The lines to be extracted begin at the line containing "middle dip: (147, 161)" and end at the last line of the data below; copy them exactly and leave out the pictures.

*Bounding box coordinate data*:
+ + + + + + +

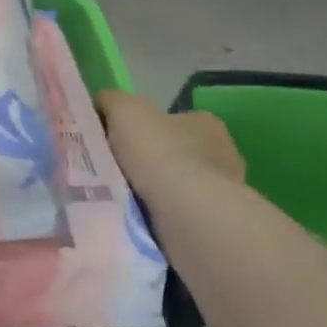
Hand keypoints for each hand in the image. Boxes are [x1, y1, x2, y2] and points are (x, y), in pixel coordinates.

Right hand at [97, 91, 246, 208]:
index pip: (169, 119)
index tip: (116, 141)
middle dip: (147, 161)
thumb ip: (112, 101)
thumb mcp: (124, 109)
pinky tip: (139, 218)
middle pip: (173, 152)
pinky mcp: (214, 224)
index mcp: (204, 123)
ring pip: (177, 186)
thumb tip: (103, 104)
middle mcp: (222, 154)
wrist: (186, 216)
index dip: (140, 127)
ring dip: (153, 191)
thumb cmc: (159, 152)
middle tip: (115, 170)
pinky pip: (179, 214)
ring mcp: (222, 193)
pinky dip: (159, 215)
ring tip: (122, 198)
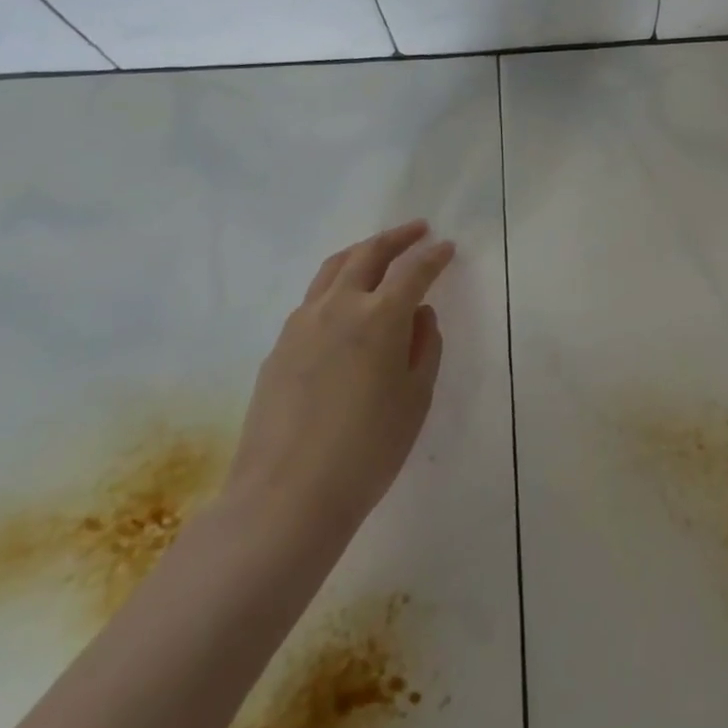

+ + + + + + +

*Written solution*:
middle dip: (147, 161)
thumb ip: (112, 101)
thumb mcp: (124, 109)
pinky tip: (139, 218)
middle pip: (173, 152)
pinky mcp: (214, 224)
index mcp: (204, 123)
ring pip: (177, 186)
thumb tip: (103, 104)
middle mcp: (222, 154)
wrist: (186, 216)
index dip: (140, 127)
ring dip: (153, 191)
thumb cmc: (159, 152)
middle tip: (115, 170)
pinky pip: (179, 214)
ring mcp: (222, 193)
pinky dip: (159, 215)
ring tip: (122, 198)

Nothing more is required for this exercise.